VIRTUAL INSTRUMENTATION BASED SYSTEMS FOR REAL-TIME PATH PLANNING OF MOBILE ROBOTS USING BIO-INSPIRED NEURAL NETWORKS

Abstract

In this paper, novel virtual instrumentation based systems for real-time collision-free path planning and tracking control of mobile robots are proposed. The developed virtual instruments are computationally simple and efficient in comparison to other approaches, which act as a new soft-computing platform to implement a biologically-inspired neural network. This neural network is topologically arranged with only local lateral connections among neurons. The dynamics of each neuron is described by a shunting equation with both excitatory and inhibitory connections. The neural network requires no off-line training or on-line learning, which is capable of planning a comfortable trajectory to the target without suffering from neither the too close nor the too far problems.

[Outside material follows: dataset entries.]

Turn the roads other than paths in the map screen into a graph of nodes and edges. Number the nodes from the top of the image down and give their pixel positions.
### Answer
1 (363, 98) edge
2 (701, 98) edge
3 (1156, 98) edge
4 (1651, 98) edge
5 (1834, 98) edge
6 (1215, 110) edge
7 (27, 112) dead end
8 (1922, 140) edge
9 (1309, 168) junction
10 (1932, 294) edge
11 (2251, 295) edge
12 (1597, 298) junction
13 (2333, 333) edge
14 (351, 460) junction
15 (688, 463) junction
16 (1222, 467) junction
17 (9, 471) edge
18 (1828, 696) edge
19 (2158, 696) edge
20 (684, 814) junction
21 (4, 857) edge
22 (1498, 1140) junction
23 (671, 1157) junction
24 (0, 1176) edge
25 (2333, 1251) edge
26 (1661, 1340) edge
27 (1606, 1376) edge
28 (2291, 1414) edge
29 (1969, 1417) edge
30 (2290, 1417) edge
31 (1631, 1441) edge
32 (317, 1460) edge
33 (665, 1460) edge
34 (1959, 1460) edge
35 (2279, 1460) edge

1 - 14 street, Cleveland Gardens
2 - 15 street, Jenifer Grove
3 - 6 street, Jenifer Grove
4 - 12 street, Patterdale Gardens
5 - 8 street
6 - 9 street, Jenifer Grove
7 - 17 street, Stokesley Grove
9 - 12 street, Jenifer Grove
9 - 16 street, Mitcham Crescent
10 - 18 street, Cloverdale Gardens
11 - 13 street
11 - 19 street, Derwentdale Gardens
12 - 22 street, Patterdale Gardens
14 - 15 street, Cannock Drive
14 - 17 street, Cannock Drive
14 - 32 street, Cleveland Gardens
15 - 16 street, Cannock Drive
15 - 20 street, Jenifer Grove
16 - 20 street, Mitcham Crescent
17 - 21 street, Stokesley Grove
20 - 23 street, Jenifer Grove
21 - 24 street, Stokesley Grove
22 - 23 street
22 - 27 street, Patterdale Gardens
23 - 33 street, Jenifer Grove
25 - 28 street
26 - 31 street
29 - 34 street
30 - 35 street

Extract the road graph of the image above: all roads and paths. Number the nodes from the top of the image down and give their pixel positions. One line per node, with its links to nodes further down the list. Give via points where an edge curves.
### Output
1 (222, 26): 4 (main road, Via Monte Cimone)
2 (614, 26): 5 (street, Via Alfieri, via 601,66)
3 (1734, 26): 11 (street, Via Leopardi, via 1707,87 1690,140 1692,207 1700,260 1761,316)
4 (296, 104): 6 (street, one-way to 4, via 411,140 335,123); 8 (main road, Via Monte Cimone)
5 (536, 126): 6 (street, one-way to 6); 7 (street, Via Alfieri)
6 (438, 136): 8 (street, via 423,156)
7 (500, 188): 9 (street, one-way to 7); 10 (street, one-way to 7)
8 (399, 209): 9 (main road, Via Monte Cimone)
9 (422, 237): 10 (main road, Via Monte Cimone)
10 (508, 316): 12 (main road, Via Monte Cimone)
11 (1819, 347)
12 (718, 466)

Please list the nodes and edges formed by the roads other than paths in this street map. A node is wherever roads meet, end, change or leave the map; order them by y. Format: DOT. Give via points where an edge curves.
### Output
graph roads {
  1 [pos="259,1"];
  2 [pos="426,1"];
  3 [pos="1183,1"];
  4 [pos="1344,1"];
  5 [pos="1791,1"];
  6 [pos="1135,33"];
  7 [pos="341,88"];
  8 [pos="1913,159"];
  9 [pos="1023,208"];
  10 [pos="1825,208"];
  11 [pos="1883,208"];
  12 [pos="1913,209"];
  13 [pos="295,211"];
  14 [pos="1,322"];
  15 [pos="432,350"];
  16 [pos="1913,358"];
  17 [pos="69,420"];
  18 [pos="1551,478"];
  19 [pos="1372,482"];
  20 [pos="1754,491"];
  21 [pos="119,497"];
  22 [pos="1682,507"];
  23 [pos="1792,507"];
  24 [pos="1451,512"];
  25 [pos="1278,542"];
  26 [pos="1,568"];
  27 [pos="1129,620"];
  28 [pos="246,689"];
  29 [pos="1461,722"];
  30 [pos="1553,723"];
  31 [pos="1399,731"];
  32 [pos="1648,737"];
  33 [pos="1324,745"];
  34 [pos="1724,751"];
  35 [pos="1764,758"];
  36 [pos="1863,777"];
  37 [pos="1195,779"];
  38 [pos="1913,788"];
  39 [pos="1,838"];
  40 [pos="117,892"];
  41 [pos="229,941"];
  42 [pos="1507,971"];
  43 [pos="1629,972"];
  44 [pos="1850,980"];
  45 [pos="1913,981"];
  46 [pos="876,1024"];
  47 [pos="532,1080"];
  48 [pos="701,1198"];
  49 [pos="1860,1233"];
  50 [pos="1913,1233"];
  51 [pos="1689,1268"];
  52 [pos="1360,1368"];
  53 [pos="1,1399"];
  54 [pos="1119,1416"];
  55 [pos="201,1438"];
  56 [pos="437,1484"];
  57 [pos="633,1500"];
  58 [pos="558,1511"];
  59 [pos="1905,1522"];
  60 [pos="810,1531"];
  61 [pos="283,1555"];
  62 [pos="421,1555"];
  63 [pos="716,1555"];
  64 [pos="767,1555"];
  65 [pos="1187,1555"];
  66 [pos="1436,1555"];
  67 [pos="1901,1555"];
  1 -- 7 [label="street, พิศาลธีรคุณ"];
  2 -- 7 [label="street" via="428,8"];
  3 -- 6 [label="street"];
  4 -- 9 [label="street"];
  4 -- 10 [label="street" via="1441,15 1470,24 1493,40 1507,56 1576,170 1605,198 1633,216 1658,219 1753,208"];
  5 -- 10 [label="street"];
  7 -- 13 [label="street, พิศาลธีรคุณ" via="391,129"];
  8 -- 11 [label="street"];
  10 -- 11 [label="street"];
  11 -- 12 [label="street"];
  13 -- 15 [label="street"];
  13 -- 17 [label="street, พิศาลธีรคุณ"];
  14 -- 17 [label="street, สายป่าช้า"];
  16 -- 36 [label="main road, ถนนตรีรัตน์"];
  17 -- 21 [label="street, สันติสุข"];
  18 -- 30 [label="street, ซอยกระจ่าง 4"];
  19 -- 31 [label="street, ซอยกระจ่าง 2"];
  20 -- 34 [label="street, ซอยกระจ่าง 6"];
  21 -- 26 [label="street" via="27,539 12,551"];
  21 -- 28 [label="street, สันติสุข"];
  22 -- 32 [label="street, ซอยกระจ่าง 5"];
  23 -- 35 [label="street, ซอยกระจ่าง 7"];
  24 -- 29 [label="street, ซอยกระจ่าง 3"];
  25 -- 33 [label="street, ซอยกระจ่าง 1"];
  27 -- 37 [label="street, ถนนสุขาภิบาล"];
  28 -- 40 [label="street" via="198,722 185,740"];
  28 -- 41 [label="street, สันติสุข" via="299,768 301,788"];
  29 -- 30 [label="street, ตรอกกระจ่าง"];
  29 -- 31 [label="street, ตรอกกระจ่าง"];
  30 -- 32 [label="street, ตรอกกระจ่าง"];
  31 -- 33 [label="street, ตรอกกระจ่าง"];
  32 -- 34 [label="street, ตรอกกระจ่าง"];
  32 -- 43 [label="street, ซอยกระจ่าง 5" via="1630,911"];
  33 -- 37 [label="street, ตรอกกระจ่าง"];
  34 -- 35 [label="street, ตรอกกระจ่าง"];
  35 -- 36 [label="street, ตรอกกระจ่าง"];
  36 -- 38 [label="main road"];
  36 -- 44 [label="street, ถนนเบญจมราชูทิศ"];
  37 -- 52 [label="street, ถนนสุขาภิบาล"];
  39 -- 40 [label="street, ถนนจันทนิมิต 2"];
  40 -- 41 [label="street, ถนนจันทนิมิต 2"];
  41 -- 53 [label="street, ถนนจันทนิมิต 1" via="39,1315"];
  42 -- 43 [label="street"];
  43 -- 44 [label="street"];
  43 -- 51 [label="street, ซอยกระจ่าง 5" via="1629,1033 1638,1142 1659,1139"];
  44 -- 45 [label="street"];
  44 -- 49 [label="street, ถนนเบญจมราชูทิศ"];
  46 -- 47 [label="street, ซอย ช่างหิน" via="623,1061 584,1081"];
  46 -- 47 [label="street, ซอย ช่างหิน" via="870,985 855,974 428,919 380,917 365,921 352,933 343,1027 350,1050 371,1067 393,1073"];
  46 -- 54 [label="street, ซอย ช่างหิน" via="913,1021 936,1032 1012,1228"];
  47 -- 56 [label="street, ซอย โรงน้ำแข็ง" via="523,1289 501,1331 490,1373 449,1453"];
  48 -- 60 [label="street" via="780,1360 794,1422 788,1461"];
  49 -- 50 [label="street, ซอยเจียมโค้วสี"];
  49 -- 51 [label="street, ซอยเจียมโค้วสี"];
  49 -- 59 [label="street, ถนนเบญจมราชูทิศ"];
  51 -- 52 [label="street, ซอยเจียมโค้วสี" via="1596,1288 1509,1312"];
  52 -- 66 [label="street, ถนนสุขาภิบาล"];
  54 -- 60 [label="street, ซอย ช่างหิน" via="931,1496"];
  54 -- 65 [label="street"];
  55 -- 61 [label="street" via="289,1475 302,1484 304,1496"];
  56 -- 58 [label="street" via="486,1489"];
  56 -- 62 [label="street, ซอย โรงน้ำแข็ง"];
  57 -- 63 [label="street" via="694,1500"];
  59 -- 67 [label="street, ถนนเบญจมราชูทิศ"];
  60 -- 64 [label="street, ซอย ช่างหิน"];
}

LabVIEW is chosen as the software platform to build the proposed virtual instrumentation systems, as it is one of the most important industrial platforms. We take the initiative to develop the first neuro-dynamic application in LabVIEW. The developed virtual instruments could be easily used as educational and research tools for studying various robot path planning and tracking situations that could be easily understood and analyzed step by step. The effectiveness and efficiency of the developed virtual instruments are demonstrated through simulation and comparison studies.